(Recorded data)
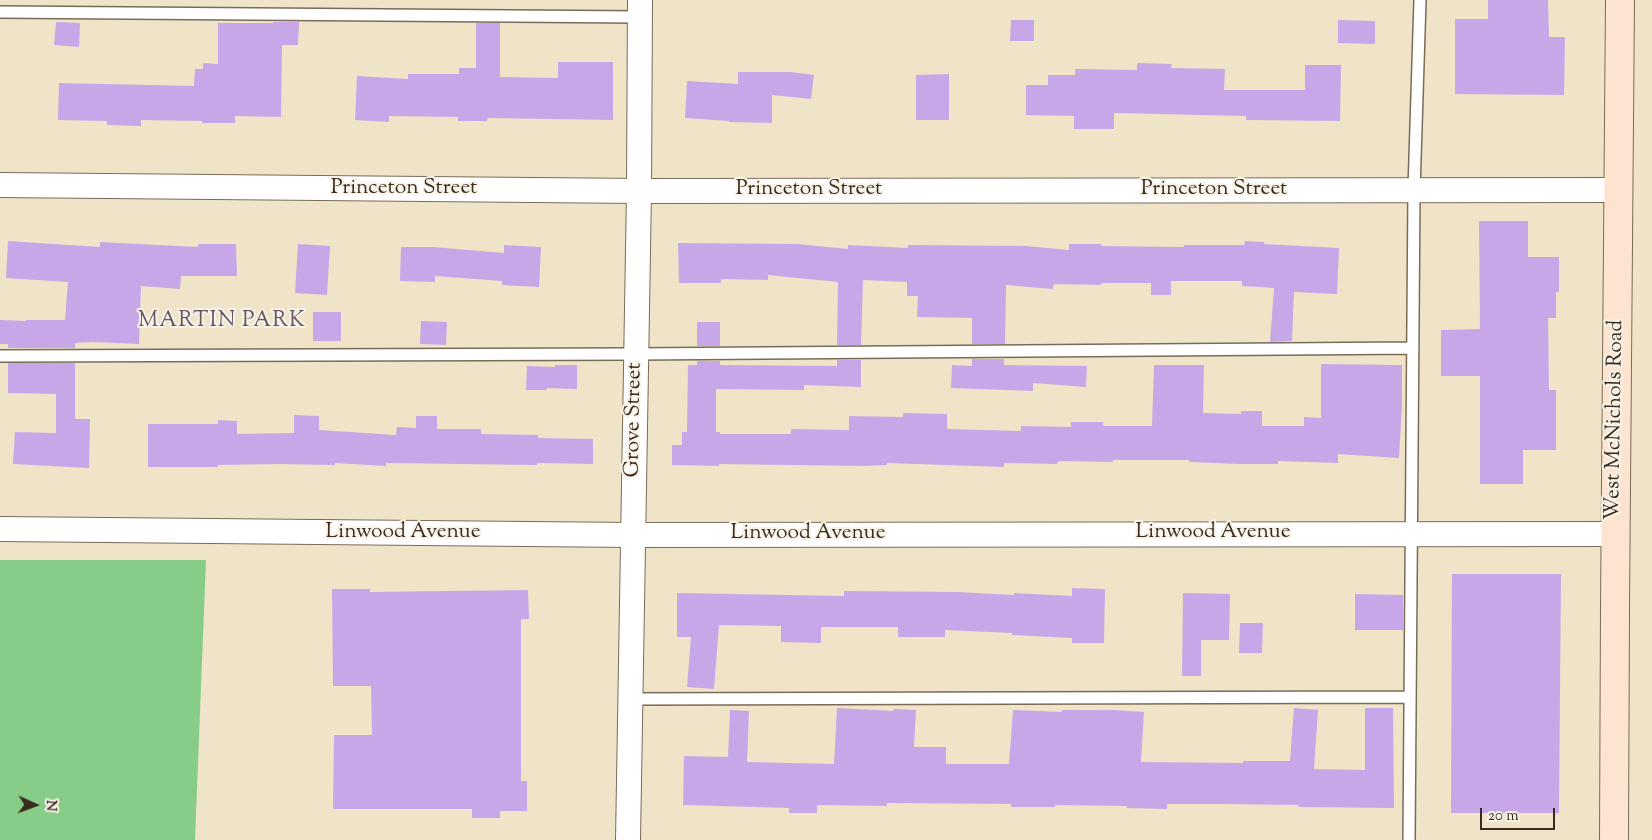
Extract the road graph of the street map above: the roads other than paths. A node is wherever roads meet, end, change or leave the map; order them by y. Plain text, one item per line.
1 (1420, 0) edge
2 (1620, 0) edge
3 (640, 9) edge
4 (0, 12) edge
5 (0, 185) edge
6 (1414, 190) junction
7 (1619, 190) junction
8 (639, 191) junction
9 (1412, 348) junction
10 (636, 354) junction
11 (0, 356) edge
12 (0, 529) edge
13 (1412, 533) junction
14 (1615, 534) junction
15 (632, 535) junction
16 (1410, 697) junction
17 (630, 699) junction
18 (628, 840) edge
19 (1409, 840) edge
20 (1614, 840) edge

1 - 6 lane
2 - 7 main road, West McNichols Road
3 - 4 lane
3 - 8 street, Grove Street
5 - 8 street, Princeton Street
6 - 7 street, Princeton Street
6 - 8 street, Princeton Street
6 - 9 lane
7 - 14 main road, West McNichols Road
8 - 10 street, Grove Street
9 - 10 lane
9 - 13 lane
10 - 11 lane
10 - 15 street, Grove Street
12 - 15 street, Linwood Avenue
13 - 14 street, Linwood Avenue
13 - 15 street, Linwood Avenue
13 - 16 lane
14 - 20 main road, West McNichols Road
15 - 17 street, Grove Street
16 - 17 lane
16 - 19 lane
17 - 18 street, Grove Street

Exercise
Every entry, exactly as written: transcribe it, passing over any pictures.

Exercise result
Extract the road graph of the street map above: the roads other than paths. A node is wherever roads meet, end, change or leave the map; order them by y. Plain text, one item per line.
1 (1420, 0) edge
2 (1620, 0) edge
3 (640, 9) edge
4 (0, 12) edge
5 (0, 185) edge
6 (1414, 190) junction
7 (1619, 190) junction
8 (639, 191) junction
9 (1412, 348) junction
10 (636, 354) junction
11 (0, 356) edge
12 (0, 529) edge
13 (1412, 533) junction
14 (1615, 534) junction
15 (632, 535) junction
16 (1410, 697) junction
17 (630, 699) junction
18 (628, 840) edge
19 (1409, 840) edge
20 (1614, 840) edge

1 - 6 lane
2 - 7 main road, West McNichols Road
3 - 4 lane
3 - 8 street, Grove Street
5 - 8 street, Princeton Street
6 - 7 street, Princeton Street
6 - 8 street, Princeton Street
6 - 9 lane
7 - 14 main road, West McNichols Road
8 - 10 street, Grove Street
9 - 10 lane
9 - 13 lane
10 - 11 lane
10 - 15 street, Grove Street
12 - 15 street, Linwood Avenue
13 - 14 street, Linwood Avenue
13 - 15 street, Linwood Avenue
13 - 16 lane
14 - 20 main road, West McNichols Road
15 - 17 street, Grove Street
16 - 17 lane
16 - 19 lane
17 - 18 street, Grove Street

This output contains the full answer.